[Records drawn from a dataset]
= Beginning of Section =
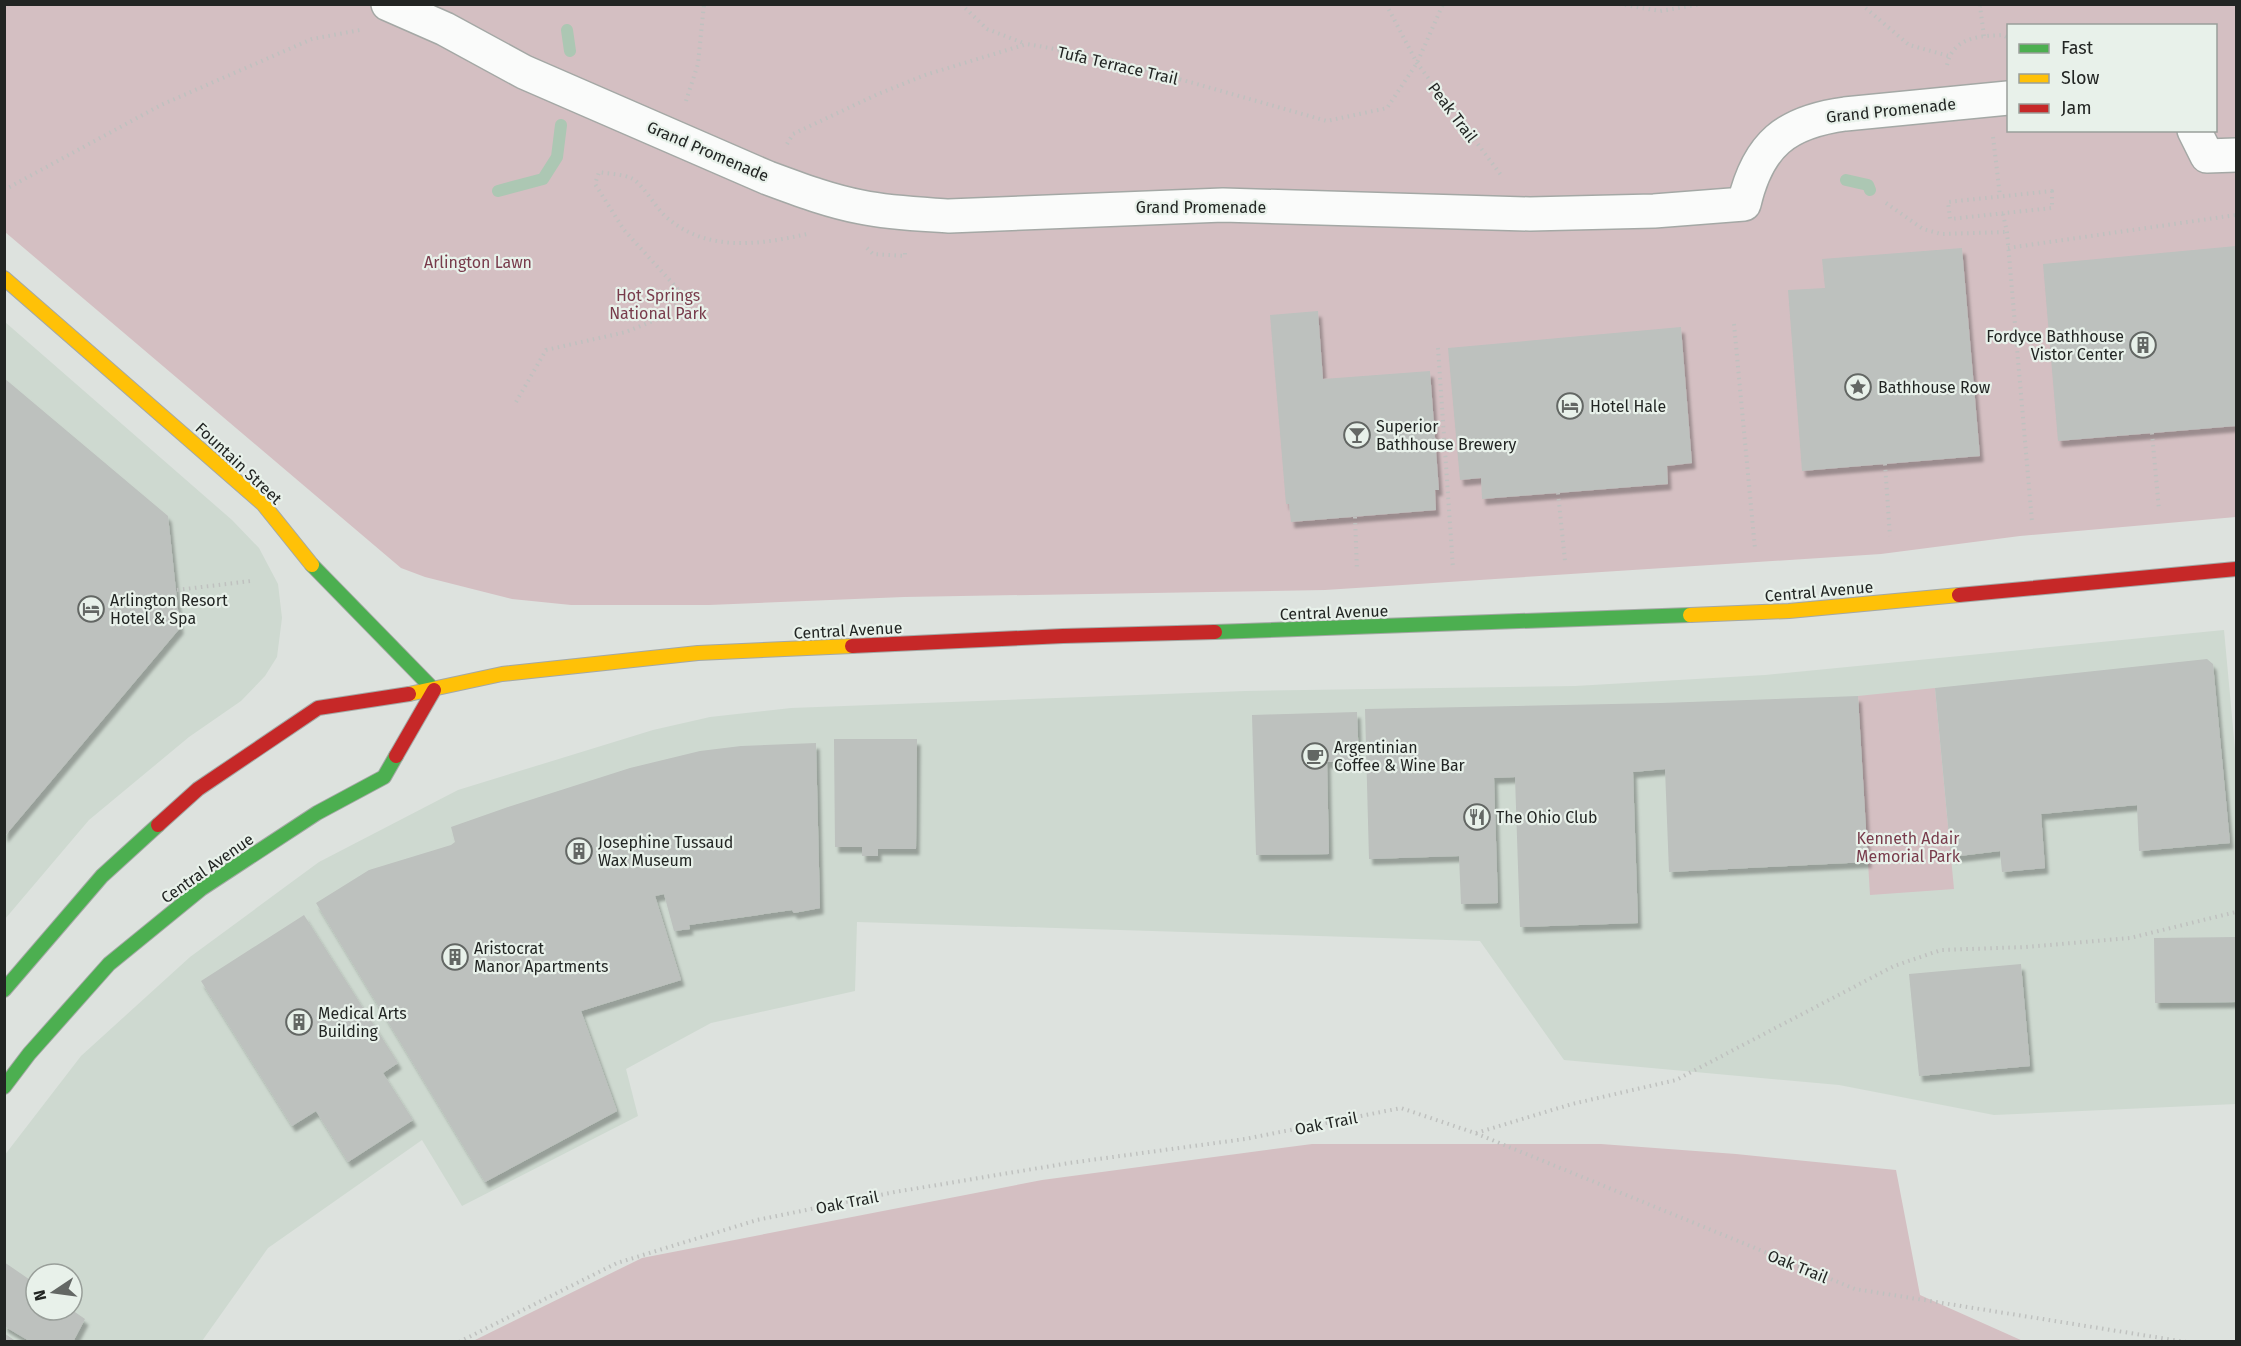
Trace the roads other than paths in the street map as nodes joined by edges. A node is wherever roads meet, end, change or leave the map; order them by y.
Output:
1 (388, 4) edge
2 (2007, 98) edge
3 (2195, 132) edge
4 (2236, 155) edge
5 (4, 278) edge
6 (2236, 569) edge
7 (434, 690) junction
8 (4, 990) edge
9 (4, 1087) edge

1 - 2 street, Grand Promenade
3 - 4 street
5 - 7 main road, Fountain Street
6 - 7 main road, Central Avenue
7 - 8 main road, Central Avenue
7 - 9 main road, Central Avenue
= End of Section =
Task instructions:
The copy should match the records above exactly, except that pictures are dropped.

Answer section:
Trace the roads other than paths in the street map as nodes joined by edges. A node is wherever roads meet, end, change or leave the map; order them by y.
Output:
1 (388, 4) edge
2 (2007, 98) edge
3 (2195, 132) edge
4 (2236, 155) edge
5 (4, 278) edge
6 (2236, 569) edge
7 (434, 690) junction
8 (4, 990) edge
9 (4, 1087) edge

1 - 2 street, Grand Promenade
3 - 4 street
5 - 7 main road, Fountain Street
6 - 7 main road, Central Avenue
7 - 8 main road, Central Avenue
7 - 9 main road, Central Avenue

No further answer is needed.